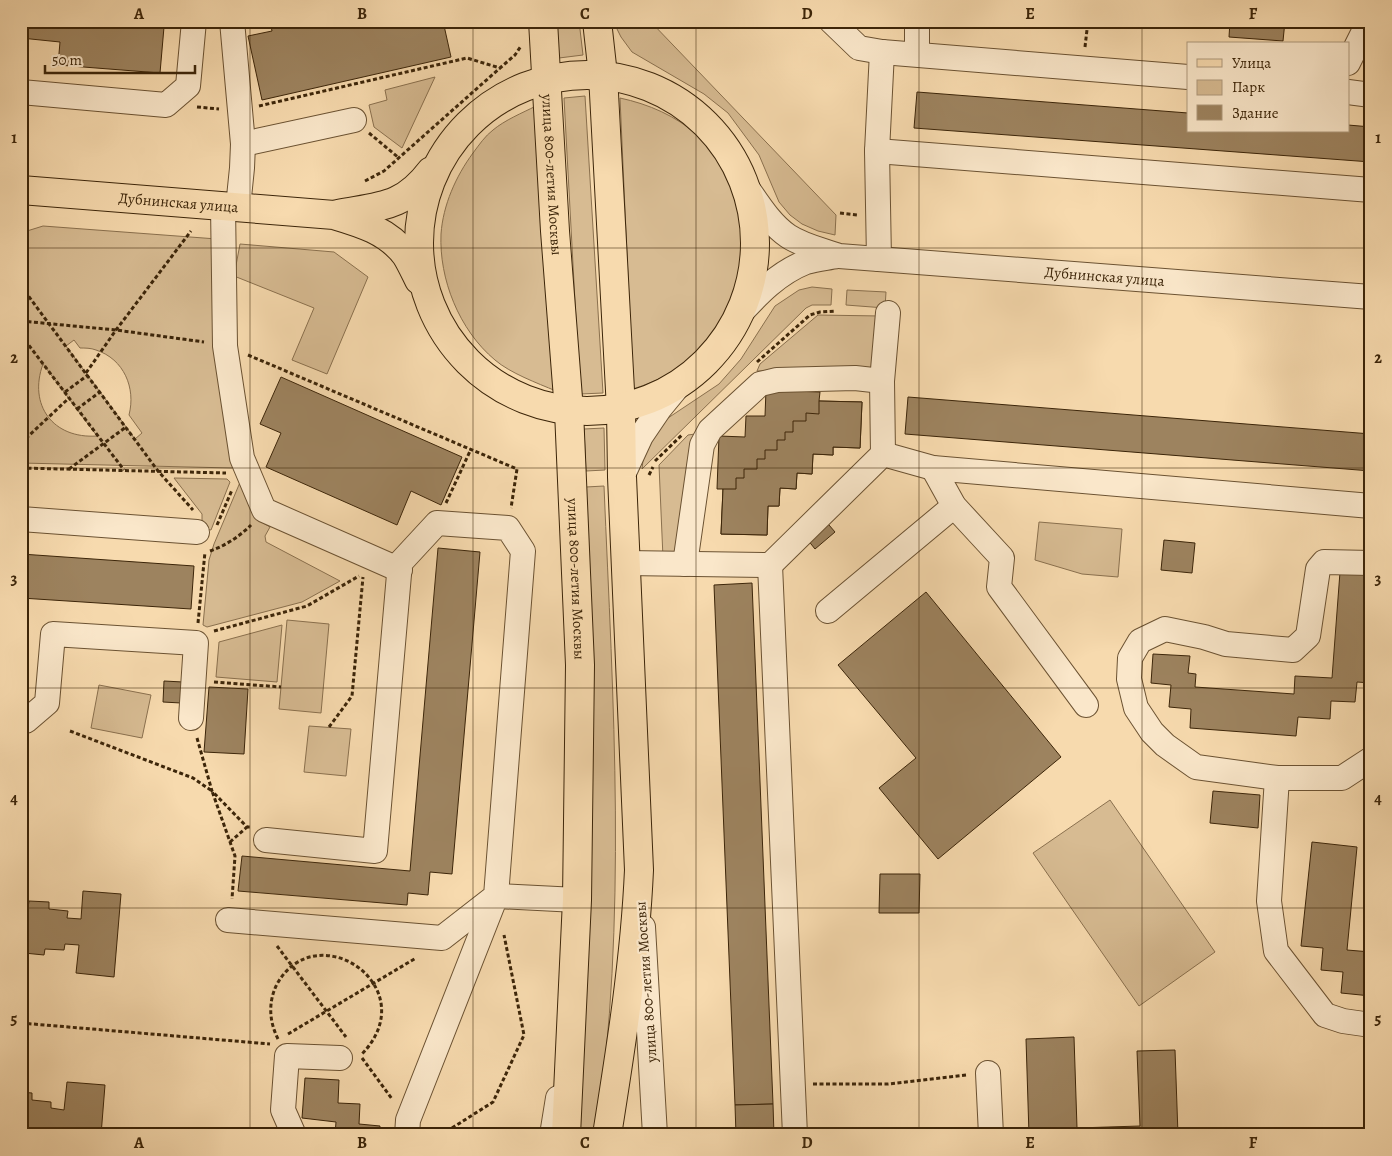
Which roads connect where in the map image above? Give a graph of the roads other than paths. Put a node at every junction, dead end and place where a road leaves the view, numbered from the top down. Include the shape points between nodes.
1 (194, 21) edge
2 (232, 21) edge
3 (597, 21) edge
4 (831, 21) edge
5 (917, 21) edge
6 (1368, 21) edge
7 (534, 30) edge
8 (882, 52) junction
9 (916, 54) junction
10 (1350, 59) edge
11 (603, 75) junction
12 (1187, 77) edge
13 (547, 79) junction
14 (21, 92) edge
15 (1350, 92) edge
16 (1371, 95) edge
17 (354, 120) road end
18 (243, 144) junction
19 (877, 151) junction
20 (439, 161) junction
21 (743, 182) junction
22 (21, 190) edge
23 (1371, 190) edge
24 (230, 206) junction
25 (334, 215) junction
26 (839, 256) junction
27 (878, 259) junction
28 (426, 292) junction
29 (1371, 297) edge
30 (888, 313) dead end
31 (738, 316) junction
32 (882, 381) junction
33 (679, 384) junction
34 (621, 408) junction
35 (569, 411) junction
36 (882, 454) junction
37 (933, 468) junction
38 (622, 477) junction
39 (954, 506) junction
40 (1371, 506) edge
41 (21, 519) edge
42 (207, 538) road end
43 (626, 563) junction
44 (685, 564) junction
45 (1371, 564) edge
46 (770, 565) junction
47 (400, 570) junction
48 (828, 611) dead end
49 (1086, 705) dead end
50 (191, 718) road end
51 (21, 720) edge
52 (1371, 759) edge
53 (1277, 778) junction
54 (257, 832) road end
55 (639, 870) junction
56 (496, 896) junction
57 (577, 900) junction
58 (228, 920) dead end
59 (1371, 1025) edge
60 (570, 1027) junction
61 (350, 1057) road end
62 (988, 1073) road end
63 (294, 1135) edge
64 (407, 1135) edge
65 (552, 1135) edge
66 (566, 1135) edge
67 (607, 1135) edge
68 (655, 1135) edge
69 (795, 1135) edge
70 (991, 1135) edge

1 - 14 street via 188,86 166,104
2 - 18 street
3 - 11 main road, улица 800-летия Москвы
4 - 8 street via 859,48
5 - 9 street
6 - 10 street
7 - 13 main road, улица 800-летия Москвы
8 - 9 street
8 - 19 street
9 - 12 street
11 - 13 main road
11 - 21 main road via 648,86 688,109 721,141
11 - 34 main road, улица 800-летия Москвы
13 - 20 main road via 514,91 482,112 460,132
13 - 35 main road, улица 800-летия Москвы
15 - 16 street
17 - 18 street
18 - 24 street via 242,168
19 - 23 street
19 - 27 street
20 - 25 main road, Дубнинская улица via 420,186 405,198
20 - 28 main road via 426,192 418,238
21 - 26 street, Дубнинская улица via 788,236
21 - 31 main road via 750,203 755,249 747,294
22 - 24 main road, Дубнинская улица
24 - 25 main road, Дубнинская улица
24 - 47 street via 225,346 241,465 264,510
25 - 28 main road, Дубнинская улица via 373,228 390,239 406,256
26 - 27 street, Дубнинская улица
26 - 31 street, Дубнинская улица via 807,262 789,270 770,283
27 - 29 street, Дубнинская улица
28 - 35 main road via 452,345 485,378 525,400
30 - 32 street
31 - 33 main road via 713,354
32 - 36 street
32 - 44 street via 836,378 777,380 760,384 710,430 702,445
33 - 34 main road via 659,396
33 - 38 street via 641,436
34 - 35 main road
34 - 38 main road, улица 800-летия Москвы
35 - 57 main road, улица 800-летия Москвы via 580,664
36 - 37 street
36 - 46 street
37 - 39 street
37 - 40 street
38 - 43 main road, улица 800-летия Москвы
39 - 48 street
39 - 49 street via 1002,558 999,587
41 - 42 street
43 - 44 street
43 - 55 main road, улица 800-летия Москвы
44 - 46 street
45 - 53 street via 1324,562 1318,569 1308,636 1293,650 1226,644 1165,629 1140,641 1130,658 1129,679 1136,708 1165,745 1196,767
46 - 69 street
47 - 54 street via 375,851
47 - 56 street via 400,563 438,523 508,528 523,551
50 - 51 street via 196,640 53,634 47,703 26,721
52 - 53 street via 1342,778
53 - 59 street via 1269,901 1276,951 1325,1015
55 - 67 main road via 632,963
55 - 68 street, улица 800-летия Москвы
56 - 57 street
56 - 58 street via 442,938
56 - 64 street via 408,1120
57 - 60 main road, улица 800-летия Москвы
60 - 65 street, улица 800-летия Москвы
60 - 66 main road
61 - 63 street via 287,1056 283,1110
62 - 70 street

|---|

### Problem details:
Please set the data above down exactly, with the pictures removed.

### Solution for this task:
Which roads connect where in the map image above? Give a graph of the roads other than paths. Put a node at every junction, dead end and place where a road leaves the view, numbered from the top down. Include the shape points between nodes.
1 (194, 21) edge
2 (232, 21) edge
3 (597, 21) edge
4 (831, 21) edge
5 (917, 21) edge
6 (1368, 21) edge
7 (534, 30) edge
8 (882, 52) junction
9 (916, 54) junction
10 (1350, 59) edge
11 (603, 75) junction
12 (1187, 77) edge
13 (547, 79) junction
14 (21, 92) edge
15 (1350, 92) edge
16 (1371, 95) edge
17 (354, 120) road end
18 (243, 144) junction
19 (877, 151) junction
20 (439, 161) junction
21 (743, 182) junction
22 (21, 190) edge
23 (1371, 190) edge
24 (230, 206) junction
25 (334, 215) junction
26 (839, 256) junction
27 (878, 259) junction
28 (426, 292) junction
29 (1371, 297) edge
30 (888, 313) dead end
31 (738, 316) junction
32 (882, 381) junction
33 (679, 384) junction
34 (621, 408) junction
35 (569, 411) junction
36 (882, 454) junction
37 (933, 468) junction
38 (622, 477) junction
39 (954, 506) junction
40 (1371, 506) edge
41 (21, 519) edge
42 (207, 538) road end
43 (626, 563) junction
44 (685, 564) junction
45 (1371, 564) edge
46 (770, 565) junction
47 (400, 570) junction
48 (828, 611) dead end
49 (1086, 705) dead end
50 (191, 718) road end
51 (21, 720) edge
52 (1371, 759) edge
53 (1277, 778) junction
54 (257, 832) road end
55 (639, 870) junction
56 (496, 896) junction
57 (577, 900) junction
58 (228, 920) dead end
59 (1371, 1025) edge
60 (570, 1027) junction
61 (350, 1057) road end
62 (988, 1073) road end
63 (294, 1135) edge
64 (407, 1135) edge
65 (552, 1135) edge
66 (566, 1135) edge
67 (607, 1135) edge
68 (655, 1135) edge
69 (795, 1135) edge
70 (991, 1135) edge

1 - 14 street via 188,86 166,104
2 - 18 street
3 - 11 main road, улица 800-летия Москвы
4 - 8 street via 859,48
5 - 9 street
6 - 10 street
7 - 13 main road, улица 800-летия Москвы
8 - 9 street
8 - 19 street
9 - 12 street
11 - 13 main road
11 - 21 main road via 648,86 688,109 721,141
11 - 34 main road, улица 800-летия Москвы
13 - 20 main road via 514,91 482,112 460,132
13 - 35 main road, улица 800-летия Москвы
15 - 16 street
17 - 18 street
18 - 24 street via 242,168
19 - 23 street
19 - 27 street
20 - 25 main road, Дубнинская улица via 420,186 405,198
20 - 28 main road via 426,192 418,238
21 - 26 street, Дубнинская улица via 788,236
21 - 31 main road via 750,203 755,249 747,294
22 - 24 main road, Дубнинская улица
24 - 25 main road, Дубнинская улица
24 - 47 street via 225,346 241,465 264,510
25 - 28 main road, Дубнинская улица via 373,228 390,239 406,256
26 - 27 street, Дубнинская улица
26 - 31 street, Дубнинская улица via 807,262 789,270 770,283
27 - 29 street, Дубнинская улица
28 - 35 main road via 452,345 485,378 525,400
30 - 32 street
31 - 33 main road via 713,354
32 - 36 street
32 - 44 street via 836,378 777,380 760,384 710,430 702,445
33 - 34 main road via 659,396
33 - 38 street via 641,436
34 - 35 main road
34 - 38 main road, улица 800-летия Москвы
35 - 57 main road, улица 800-летия Москвы via 580,664
36 - 37 street
36 - 46 street
37 - 39 street
37 - 40 street
38 - 43 main road, улица 800-летия Москвы
39 - 48 street
39 - 49 street via 1002,558 999,587
41 - 42 street
43 - 44 street
43 - 55 main road, улица 800-летия Москвы
44 - 46 street
45 - 53 street via 1324,562 1318,569 1308,636 1293,650 1226,644 1165,629 1140,641 1130,658 1129,679 1136,708 1165,745 1196,767
46 - 69 street
47 - 54 street via 375,851
47 - 56 street via 400,563 438,523 508,528 523,551
50 - 51 street via 196,640 53,634 47,703 26,721
52 - 53 street via 1342,778
53 - 59 street via 1269,901 1276,951 1325,1015
55 - 67 main road via 632,963
55 - 68 street, улица 800-летия Москвы
56 - 57 street
56 - 58 street via 442,938
56 - 64 street via 408,1120
57 - 60 main road, улица 800-летия Москвы
60 - 65 street, улица 800-летия Москвы
60 - 66 main road
61 - 63 street via 287,1056 283,1110
62 - 70 street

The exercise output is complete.